Even if a counsellor belongs to a therapeutic association, has a fancy address and is endorsed by celebrities there is no guarantee he or she will behave honourably. Last year therapist Beechy Colclough, whose clients have included Elton John, Michael Jackson, Robbie Williams and Kate Moss, was exposed for having affairs with women patients in his Harley Street consulting room. One of his victims, Janet Bell, started seeing him in private practice in 1999 for binge drinking. After six months he offered to massage her shoulders when she complained of a bad back. The massages became more intimate. After about a year of therapy they had sex for the first time. “I was lying naked on the floor on big square cushions and he was massaging me,” she says. “He just did it, and I didn’t try and stop him. I should have ended it there and then, but, bizarrely, his wanting to have sex with me made me feel special. I was so in need of affection at the time, I think I would have taken anything.”
They had sex during most sessions until the end of 2002, when she texted him to say she was not coming back. She never heard from him again. She filed a complaint with the British Association for Counselling and Psychotherapy (BACP). He is no longer a member. “What he did is little better than abuse or rape,” she says.
Doctors can be struck off for having a sexual relationship with a patient. Last October the rules were tightened further when the General Medical Council issued revised guidelines stating that having an affair with a former patient would almost always be viewed as inappropriate, no matter how much time has elapsed since treatment ended. But it is anticipated that counselling and psychotherapy will not be subject to statutory regulation until 2008. In the meantime, while a therapist’s membership of a professional body may be terminated, there is nothing to stop them nailing a new plaque to their front door the following day.
The Council for Healthcare Regulatory Excellence (CHRE) is currently running a one-year project, funded by the Department of Health, to find strategies to minimise abuse of patients by healthcare practitioners. “Professionals will throw back the claim that ‘the patient came onto me’. The theme that runs through all of the sets of guidance is that it’s absolutely and always the professional’s responsibility to set and maintain the boundaries,” says Professor Julie Stone, who heads the CHRE project.
With support from Witness, which has been calling for statutory regulation for over 15 years, Jo Adams reported her counsellor to his governing body, the British Association for Sexual and Relationship Therapy. He is no longer a member. Ms Adams has also started legal proceeding against him in the civil courts. “I know there are lot of people who are suffering in silence. There is help out there,” she says.
Some names have been changed
When healers do harm
* Psychologist Dr Steven Manley, who had sex with a patient claiming it was therapy, was suspended from the British Psychological Society for three years in 2005. He met the woman, known as Mrs W, in a car park. She said he “brainwashed” her into thinking it would help her and charged her £35 for the sessions.
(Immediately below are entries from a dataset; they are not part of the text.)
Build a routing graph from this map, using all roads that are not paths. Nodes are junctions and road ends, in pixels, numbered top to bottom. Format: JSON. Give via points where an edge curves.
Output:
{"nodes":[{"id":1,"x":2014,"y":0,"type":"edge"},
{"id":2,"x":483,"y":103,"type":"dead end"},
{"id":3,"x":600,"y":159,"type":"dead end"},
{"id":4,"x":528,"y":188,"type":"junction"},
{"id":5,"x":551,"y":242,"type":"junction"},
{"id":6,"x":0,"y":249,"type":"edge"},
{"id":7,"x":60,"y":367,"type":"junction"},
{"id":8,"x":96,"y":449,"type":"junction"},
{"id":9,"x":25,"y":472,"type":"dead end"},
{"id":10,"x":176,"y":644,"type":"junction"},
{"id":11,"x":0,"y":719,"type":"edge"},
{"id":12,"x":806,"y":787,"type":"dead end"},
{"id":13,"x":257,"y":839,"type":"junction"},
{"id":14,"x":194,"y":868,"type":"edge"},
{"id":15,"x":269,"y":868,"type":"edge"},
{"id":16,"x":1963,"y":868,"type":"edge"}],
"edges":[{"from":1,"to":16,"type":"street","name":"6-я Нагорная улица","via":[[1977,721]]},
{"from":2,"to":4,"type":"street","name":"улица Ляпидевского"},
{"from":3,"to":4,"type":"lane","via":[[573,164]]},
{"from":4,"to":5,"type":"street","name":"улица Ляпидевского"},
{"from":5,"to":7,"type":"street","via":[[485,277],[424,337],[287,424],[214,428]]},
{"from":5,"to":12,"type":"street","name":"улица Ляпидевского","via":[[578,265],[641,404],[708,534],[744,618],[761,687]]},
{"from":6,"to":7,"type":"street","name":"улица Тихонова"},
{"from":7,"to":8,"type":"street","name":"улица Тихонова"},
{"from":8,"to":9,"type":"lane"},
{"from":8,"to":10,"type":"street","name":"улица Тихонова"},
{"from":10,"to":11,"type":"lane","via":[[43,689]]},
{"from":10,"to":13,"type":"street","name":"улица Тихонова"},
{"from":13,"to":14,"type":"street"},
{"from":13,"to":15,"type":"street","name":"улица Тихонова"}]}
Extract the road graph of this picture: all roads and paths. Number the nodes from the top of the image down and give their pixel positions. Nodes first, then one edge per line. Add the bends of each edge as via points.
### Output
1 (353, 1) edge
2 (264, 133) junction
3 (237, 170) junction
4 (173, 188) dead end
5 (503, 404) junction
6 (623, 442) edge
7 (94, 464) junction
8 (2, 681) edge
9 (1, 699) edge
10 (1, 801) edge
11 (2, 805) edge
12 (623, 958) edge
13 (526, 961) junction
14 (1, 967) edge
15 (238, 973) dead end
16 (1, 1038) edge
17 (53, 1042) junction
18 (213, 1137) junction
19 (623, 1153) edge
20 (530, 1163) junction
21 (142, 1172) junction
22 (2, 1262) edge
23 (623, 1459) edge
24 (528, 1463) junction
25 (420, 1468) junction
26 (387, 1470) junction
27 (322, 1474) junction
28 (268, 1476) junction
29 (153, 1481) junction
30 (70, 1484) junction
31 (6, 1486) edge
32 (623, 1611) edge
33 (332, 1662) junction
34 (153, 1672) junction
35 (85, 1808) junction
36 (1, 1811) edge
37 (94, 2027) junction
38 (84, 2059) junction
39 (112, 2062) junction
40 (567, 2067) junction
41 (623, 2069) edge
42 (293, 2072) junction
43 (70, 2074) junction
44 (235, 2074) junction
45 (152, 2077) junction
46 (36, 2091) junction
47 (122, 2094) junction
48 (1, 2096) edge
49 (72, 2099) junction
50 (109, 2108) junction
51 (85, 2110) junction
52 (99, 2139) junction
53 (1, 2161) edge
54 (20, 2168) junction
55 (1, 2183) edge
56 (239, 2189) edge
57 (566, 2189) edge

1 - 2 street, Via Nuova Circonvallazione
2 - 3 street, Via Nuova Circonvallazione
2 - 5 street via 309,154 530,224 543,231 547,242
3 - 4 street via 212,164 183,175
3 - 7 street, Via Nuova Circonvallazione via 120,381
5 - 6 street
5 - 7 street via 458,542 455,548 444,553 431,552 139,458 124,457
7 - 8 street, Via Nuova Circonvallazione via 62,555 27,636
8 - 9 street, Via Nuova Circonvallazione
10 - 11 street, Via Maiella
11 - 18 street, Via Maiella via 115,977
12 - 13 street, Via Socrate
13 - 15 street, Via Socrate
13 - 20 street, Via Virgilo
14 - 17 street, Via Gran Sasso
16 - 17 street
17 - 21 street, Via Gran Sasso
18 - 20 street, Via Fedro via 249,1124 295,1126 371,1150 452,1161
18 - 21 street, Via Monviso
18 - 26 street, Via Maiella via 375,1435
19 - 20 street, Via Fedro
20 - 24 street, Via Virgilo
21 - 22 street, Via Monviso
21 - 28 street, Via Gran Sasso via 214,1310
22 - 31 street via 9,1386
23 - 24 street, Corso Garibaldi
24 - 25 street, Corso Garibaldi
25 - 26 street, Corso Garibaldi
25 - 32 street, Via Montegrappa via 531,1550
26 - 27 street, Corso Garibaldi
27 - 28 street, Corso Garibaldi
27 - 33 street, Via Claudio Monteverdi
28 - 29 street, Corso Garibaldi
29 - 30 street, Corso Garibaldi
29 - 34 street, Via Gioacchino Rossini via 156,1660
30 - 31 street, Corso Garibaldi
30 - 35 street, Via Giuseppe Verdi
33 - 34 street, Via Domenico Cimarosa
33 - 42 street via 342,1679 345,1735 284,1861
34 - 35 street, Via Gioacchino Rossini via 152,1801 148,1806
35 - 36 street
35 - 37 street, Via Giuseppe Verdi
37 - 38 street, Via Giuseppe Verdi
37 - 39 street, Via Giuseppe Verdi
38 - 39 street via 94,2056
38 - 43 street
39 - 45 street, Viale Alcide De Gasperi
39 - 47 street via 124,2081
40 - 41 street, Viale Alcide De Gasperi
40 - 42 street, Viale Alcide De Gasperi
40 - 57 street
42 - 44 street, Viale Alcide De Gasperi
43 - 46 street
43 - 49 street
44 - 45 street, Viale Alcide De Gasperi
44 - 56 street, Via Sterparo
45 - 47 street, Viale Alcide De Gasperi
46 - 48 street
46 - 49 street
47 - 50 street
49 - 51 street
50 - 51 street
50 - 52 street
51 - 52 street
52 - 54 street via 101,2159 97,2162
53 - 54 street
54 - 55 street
* Colin McLean-Manning was jailed for a year in 2004 for indecently assaulting 12 patients. The mental health nurse got a sexual thrill from brushing their hair and rubbing himself against them. He has since been struck off the nursing register.
* In December 2006 the British Psychological Society suspended Gemma Bouwman for three years after she confessed to a sexual relationship with a former client, Mr JG, who was said to have problems relating to physical and sexual abuse he suffered as a child.
During one of their sessions, he told the psychologist he wanted to have an affair with her. She eventually discharged him so they could see each other non-professionally. She was sacked by the NHS following an internal investigation.